By the provision of law, a corporation is clothed with a distinct personality, yet in reality it is an association of persons who are in fact, in a way, beneficial owners of the property of the body corporate. A company being an artificial person, cannot act on its own, it can act only through natural persons.
LIFTING OF OR PIERCING THROUGH CORPORATE VEIL: –
It is a legal concept which separates the company from its shareholders, and protects them from being personally liable for the company’s losses and other obligations. Indeed, the theory of corporate veil is still a basic principle on which the whole law of corporation is based. But since the company has a separate personality and is a statutory privilege, it must be used for legitimate business purposes only. If a fraudulent or dishonest act is found, one cannot take the shelter of the corporate personality. The Court will break through the shell and apply the principle of “lifting of or piercing the corporate veil”. The Court will look behind the corporate body and will take action as though no entity separate from the members existed and make the members or the controlling persons liable for debts and obligations of the company.
The corporate veil is lifted when in defence proceedings, such as for the evasion of tax, an entity relies on its corporate personality as a shield to cover its wrong doings. [BSN(UK) Ltd. v. Janardan Mohandas Rajan Pillai].

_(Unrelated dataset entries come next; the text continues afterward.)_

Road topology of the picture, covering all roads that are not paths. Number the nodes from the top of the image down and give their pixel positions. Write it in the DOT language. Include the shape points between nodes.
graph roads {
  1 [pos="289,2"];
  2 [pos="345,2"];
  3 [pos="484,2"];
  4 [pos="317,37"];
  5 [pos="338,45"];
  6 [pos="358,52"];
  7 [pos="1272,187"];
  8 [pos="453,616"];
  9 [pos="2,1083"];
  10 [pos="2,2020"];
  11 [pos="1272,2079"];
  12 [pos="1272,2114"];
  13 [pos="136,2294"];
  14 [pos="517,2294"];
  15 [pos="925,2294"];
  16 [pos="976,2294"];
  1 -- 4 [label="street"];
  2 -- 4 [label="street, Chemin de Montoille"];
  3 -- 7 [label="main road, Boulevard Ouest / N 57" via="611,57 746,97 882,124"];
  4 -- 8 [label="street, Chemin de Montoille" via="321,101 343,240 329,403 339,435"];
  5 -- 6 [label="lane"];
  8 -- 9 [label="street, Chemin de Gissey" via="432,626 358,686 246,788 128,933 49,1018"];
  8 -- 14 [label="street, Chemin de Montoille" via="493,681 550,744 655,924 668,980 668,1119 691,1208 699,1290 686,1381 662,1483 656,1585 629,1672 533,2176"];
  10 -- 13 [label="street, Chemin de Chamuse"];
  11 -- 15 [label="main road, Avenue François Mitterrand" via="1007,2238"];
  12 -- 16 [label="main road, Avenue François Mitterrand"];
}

The shareholders, however, cannot ask for lifting the veil for their own purpose. This was upheld in Premlata Bhatia v. Union of India (2004) 58 CL 217 (Delhi) wherein the premises of a shop were allotted on a licence to the individual licence. She set up a wholly owned private company and transferred the premises to that company with the Government consent. She could not remove the illegality by saying that she and her company were virtually the same person.
In the case of Salmon v. Salmon, it was held that the company has been validly constituted, since the Act only required 7 members holding at least one share each and that Salmon is separate from Salmon & Co. Ltd. The company has a separate entity from its shareholder. It has its own name and it can sue and be sued exclusively for its purpose, and the liability of the members is limited to the shares held by them.
WHEN THE CORPORATE VEIL CAN BE LIFTED?
The Companies Act, 1956: –
- Reduction of Membership (Sec. 45)
- Holding and Subsidiary Company (Sec. 212)
- Failure to Deliver Share Certificate (Sec. 113)
The Companies Act, 2013: –
- Failure to Return Application Money (Sec. 39)
- Misrepresentation in the Prospectus (Sec. 34 and Sec. 35)
- Fraudulent Conduct (Sec. 339)
To conclude with, this theory is just to strike a balance between the company and the concept of separate entity. Thus, this theory is essentially used as a flexible tool to secure justice.
It would be defeating the object of the device if it were to be applied rigidly with no scope at all left for judicial discretion. There can be no single unifying principle that underlines the decisions of the Courts. Although on ad hoc explanation may be offered by a Court which so decides, there is no principle approach to be derived from the authorities. Thus, it is not possible to evolve a rational, consistent and inflexible principle which can be invoked in determining the question as to whether the veil of corporation should be lifted or not. Courts and Legislature must adopt a single set of statutory standards as to when limited liability should be disregarded. This will provide the certainty in this area of law and will allow uniformity, applying the doctrine of lifting the corporate veil.